Essential data management
The TLM line installed at Hoffman-La Roche—which is comprised of seven sub-machines—allots medication and placebos to individual patients and groups in predetermined quantities, and bundles them together into multipacks to form a personalized patient kit.  The line handles blister packs, vials, syringes and more, and rail-based transport robots called “transmodules” enable the single-unit batch concept.  But data management is actually the key, and that was much more challenging than designing and integrating the hardware.

When creating a patient kit, a specific number of products (active agent or placebo) are personalized for each patient and then packed into a box, which is also personalized. According to Gerhard Schubert, all necessary data are provided and managed by a higher-level data control system called the Schubert LMS, which communicates with the manufacturing execution system (MES) used by Hoffmann-La Roche. 
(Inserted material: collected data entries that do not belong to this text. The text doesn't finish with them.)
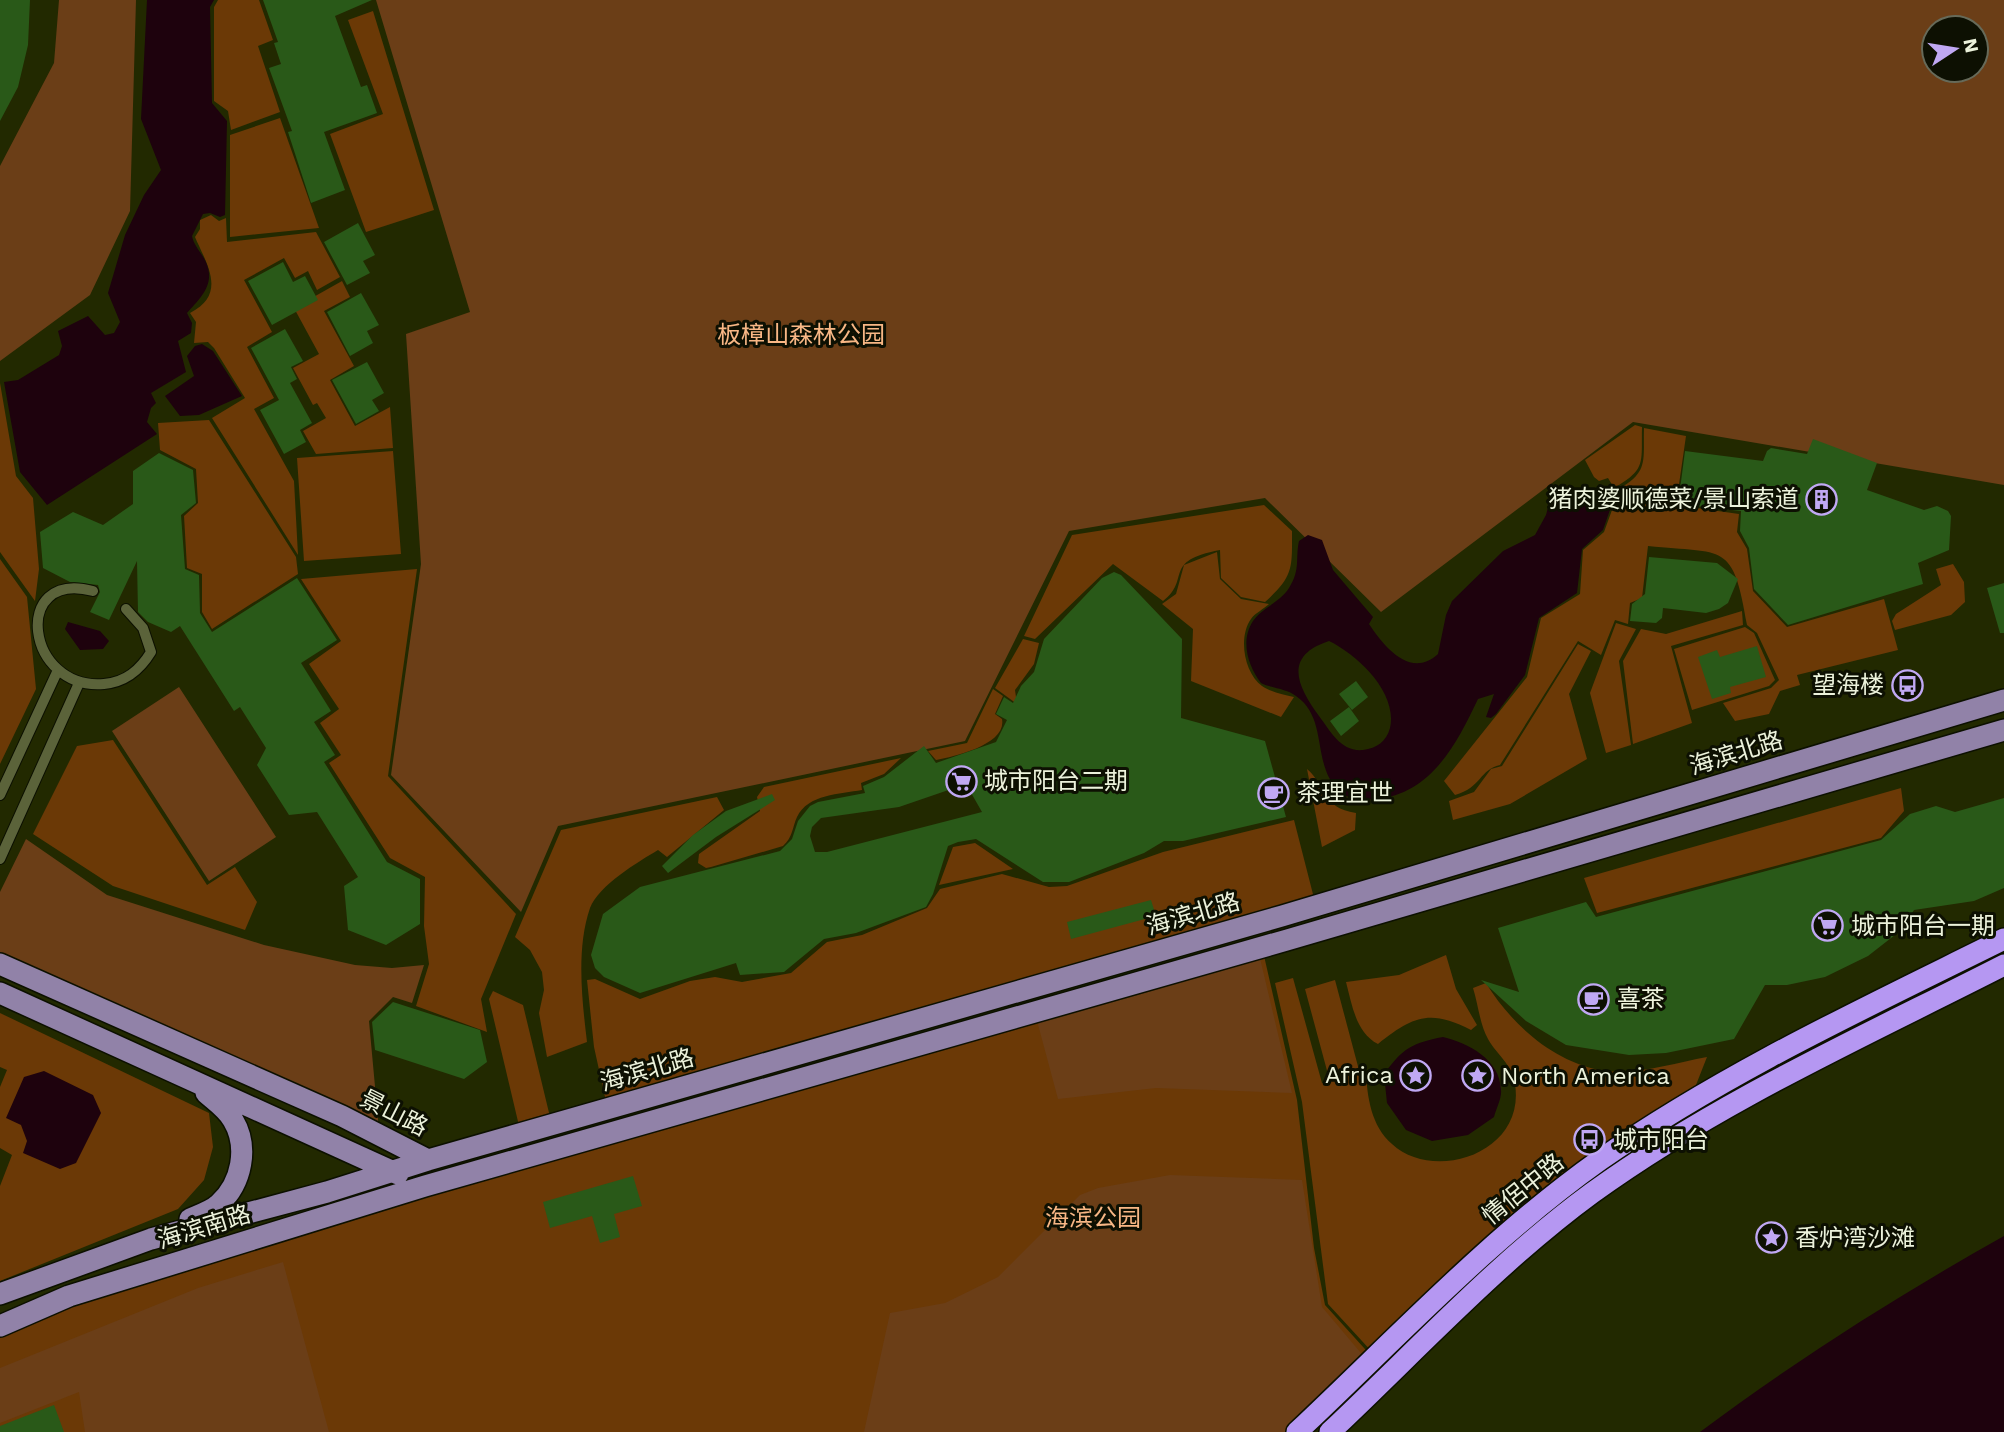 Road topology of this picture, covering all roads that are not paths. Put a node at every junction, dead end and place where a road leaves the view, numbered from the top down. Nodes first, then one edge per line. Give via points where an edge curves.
1 (93, 592) dead end
2 (126, 609) dead end
3 (57, 672) junction
4 (79, 683) junction
5 (2004, 699) edge
6 (2004, 730) edge
7 (0, 795) edge
8 (0, 859) edge
9 (2004, 939) edge
10 (0, 964) edge
11 (2004, 965) edge
12 (0, 993) edge
13 (195, 1081) junction
14 (428, 1160) junction
15 (394, 1172) junction
16 (425, 1186) junction
17 (151, 1239) junction
18 (0, 1294) edge
19 (0, 1326) edge
20 (1297, 1432) edge
21 (1330, 1432) edge

1 - 3 lane via 66,588 41,603 38,632 44,653
2 - 4 lane via 143,628 151,652 125,679 110,684
3 - 4 lane
3 - 7 lane
4 - 8 lane
5 - 14 main road, 海滨北路 via 1282,916
6 - 16 main road, 海滨北路
9 - 20 highway, 情侶中路 via 1800,1041 1674,1110 1598,1161 1519,1223
10 - 14 main road, 景山路 via 342,1116
11 - 21 highway, 情侶中路 via 1732,1103 1592,1193 1534,1240
12 - 13 main road
13 - 15 main road
13 - 17 main road via 232,1118 243,1143 235,1184 218,1206
14 - 15 main road, 海滨北路
14 - 16 main road, 景山路
15 - 16 main road
15 - 17 main road, 海滨南路
16 - 19 main road, 海滨南路 via 69,1296
17 - 18 main road, 海滨南路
Because it is not enough just to keep track of which package contains which product, the data management process goes beyond what’s known as “track and trace.” While the control process determines which product is to be packed into which box, it also uses individual data to reproduce products and boxes if they have been rejected for non-conformity. In such a case, all the required steps of the process are repeated, from retrieving a product or box to personalizing it and assigning a patient’s products to his or her kit.

Patient data is stored in an Excel spreadsheet. The successful processing of a patient kit is registered with a time stamp in the data record for the patient. Information on rejected products and packages is entered in the batch log.

This kitting line, made specifically for Hoffmann-La Roche, was shown for the first time at the Achema trade fair in May 2012. The TLM technology, including the controller, robotics, vision system, electronics, electrical system and mechanical parts are all from Gerhard Schubert, which says the transport robot and transmodules are what make it possible to simultaneously fill four boxes, erect two more and close another. Each transmodule has an ID code that makes it easier to organize processes on the single-unit batch level.

Apparently kitting can be as important as product development or process optimization. According to Urs Vögtli, Hoffman-La Roche’s equipment procurement manager, “The line does something special, even though it isn’t a customized product. This is consistent with our safety culture as a pharmaceutical manufacturer."